The local sugar industry applied for Itac to review the dollar-based reference price as it said the current price was distorted. The world price of sugar is measured on a dollar-based reference system.

The sugar industry’s request for a 50 percent tariff would translate to an increase in the sugar price from the current world price of 8 (R3 540) a ton to 4 a ton, Itac said.

The global price of sugar is lower than the cost of production in South Africa and local producers face the prospect of having to shut down their least-efficient mills as they will no longer be profitable.

According to the London-based International Sugar Association (ISA), the world price of sugar began to decline in the 2008/09 season when there was a large surplus of sugar.

It predicted last month that the coming harvest would produce more sugar than ever and this would result in the world price dropping further.

The global price of sugar had fallen by 16 percent so far this year and was likely to decline further as supply outpaced demand, the ISA said.

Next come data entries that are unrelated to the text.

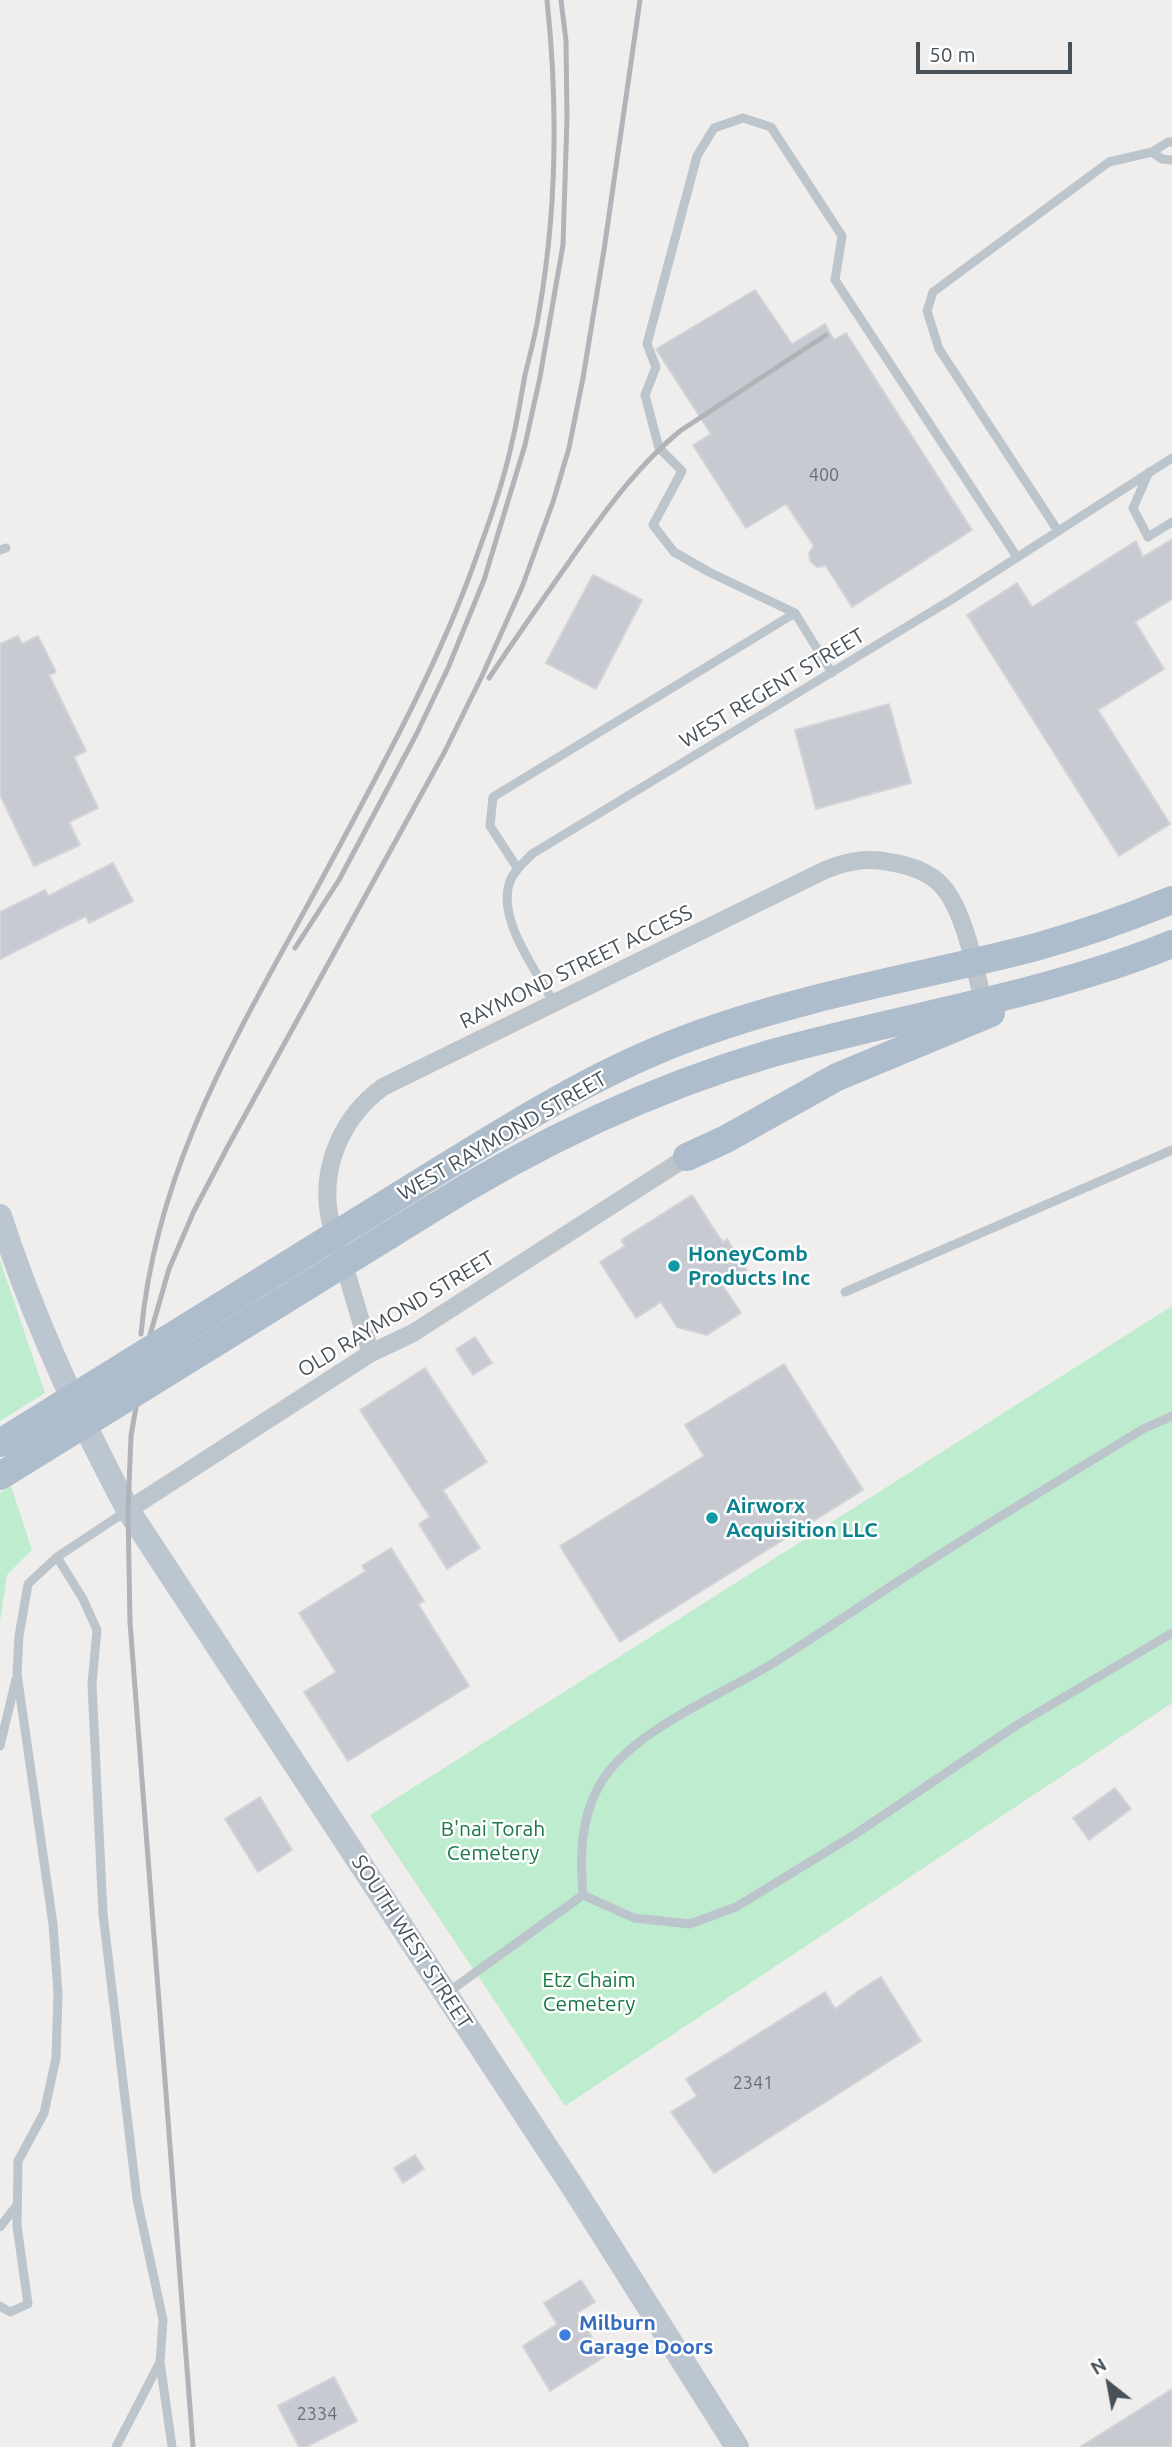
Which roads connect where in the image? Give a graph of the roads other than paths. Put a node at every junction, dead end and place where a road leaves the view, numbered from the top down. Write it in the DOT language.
graph roads {
  1 [pos="1172,142"];
  2 [pos="1152,152"];
  3 [pos="1172,160"];
  4 [pos="1172,458"];
  5 [pos="1150,471"];
  6 [pos="1172,522"];
  7 [pos="1058,531"];
  8 [pos="1017,557"];
  9 [pos="795,613"];
  10 [pos="832,673"];
  11 [pos="518,869"];
  12 [pos="1172,900"];
  13 [pos="1172,944"];
  14 [pos="974,962"];
  15 [pos="1062,983"];
  16 [pos="983,1002"];
  17 [pos="554,1003"];
  18 [pos="1172,1150"];
  19 [pos="687,1157"];
  20 [pos="0,1216"];
  21 [pos="845,1292"];
  22 [pos="371,1353"];
  23 [pos="1172,1416"];
  24 [pos="0,1443"];
  25 [pos="0,1476"];
  26 [pos="128,1510"];
  27 [pos="57,1557"];
  28 [pos="1172,1633"];
  29 [pos="17,1674"];
  30 [pos="0,1746"];
  31 [pos="583,1895"];
  32 [pos="446,1994"];
  33 [pos="17,2205"];
  34 [pos="0,2227"];
  35 [pos="0,2306"];
  36 [pos="160,2362"];
  37 [pos="116,2447"];
  38 [pos="172,2447"];
  39 [pos="737,2447"];
  1 -- 2 [label="lane"];
  2 -- 3 [label="lane"];
  2 -- 7 [label="lane"];
  4 -- 5 [label="lane, WEST REGENT STREET"];
  5 -- 6 [label="lane"];
  5 -- 7 [label="lane, WEST REGENT STREET"];
  7 -- 8 [label="lane, WEST REGENT STREET"];
  8 -- 9 [label="lane"];
  8 -- 10 [label="lane, WEST REGENT STREET"];
  9 -- 10 [label="lane"];
  9 -- 11 [label="lane"];
  10 -- 11 [label="lane, WEST REGENT STREET"];
  11 -- 17 [label="lane, WEST REGENT STREET"];
  12 -- 14 [label="main road, WEST RAYMOND STREET"];
  13 -- 15 [label="main road, WEST RAYMOND STREET"];
  14 -- 16 [label="street, RAYMOND STREET ACCESS"];
  14 -- 17 [label="street, RAYMOND STREET ACCESS"];
  14 -- 24 [label="main road, WEST RAYMOND STREET, bridge"];
  15 -- 16 [label="main road, WEST RAYMOND STREET"];
  15 -- 19 [label="main road"];
  16 -- 25 [label="main road, WEST RAYMOND STREET, bridge"];
  17 -- 22 [label="street, RAYMOND STREET ACCESS"];
  18 -- 21 [label="lane"];
  19 -- 22 [label="street, OLD RAYMOND STREET"];
  20 -- 26 [label="main road, SOUTH WEST STREET"];
  22 -- 26 [label="street, OLD RAYMOND STREET"];
  23 -- 31 [label="lane"];
  26 -- 27 [label="lane"];
  26 -- 32 [label="main road, SOUTH WEST STREET"];
  27 -- 29 [label="lane"];
  27 -- 36 [label="lane"];
  28 -- 31 [label="lane"];
  29 -- 30 [label="lane"];
  29 -- 33 [label="lane"];
  31 -- 32 [label="lane"];
  32 -- 39 [label="main road, SOUTH WEST STREET"];
  33 -- 34 [label="lane"];
  33 -- 35 [label="lane"];
  36 -- 37 [label="lane"];
  36 -- 38 [label="lane"];
}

The price of raw sugar in March was at 17.7 US cents a pound on Friday, compared with a price of 14c a pound in September 2008, according to the World Bank. In January 2009, the price increased to about 29.74c a pound.

The import tariff is raised when the world price of sugar falls below a certain level, and the local sugar industry believes that this threshold has now been breached.

At present, local producers are forced to sell their sugar at a loss, and are being outsold by countries such as Brazil, the largest exporter of sugar, which sell their produce more cheaply in part because their farmers are subsided by their governments.

The Sugar Act states that all surplus sugar in the country must be exported.

Howells said Illovo had four mills running in South Africa and the producer was aggressively trying to grow its production through many incentive schemes. It employed about 5 000 people directly and, Howells estimated, about 20 000 indirectly through cane growers.

Howells said that he did not think the 50 percent tariff increase would be enough to slow down imports, adding that the industry would still be under pressure.

Although the SA Sugar Association said the country’s sugar industry was among the top 10 out of the world’s 130 sugar producers, the cost of production was increased by high input costs. These included employment, transport, fuel and fertiliser.

The local industry has an annual income of about R12 billion and employs 11 percent of the total workforce in the agricultural industry, according to the association.

Kagiso Asset Management head of research Abdul Davids said an increase in the reference price was justified given the dumping of sugar in the world market. The increase in the cost of production locally was a challenge to producers.

“The local sugar industry has endured significant cost challenges culminating in the farmworkers’ strikes recently. Consequently, sugar growers have been reluctant to invest in new plantings, resulting in declining sucrose yields.

The industry needs to invest in new roots to arrest the decline in yields,” he said.

Tongaat Hulett declined to comment.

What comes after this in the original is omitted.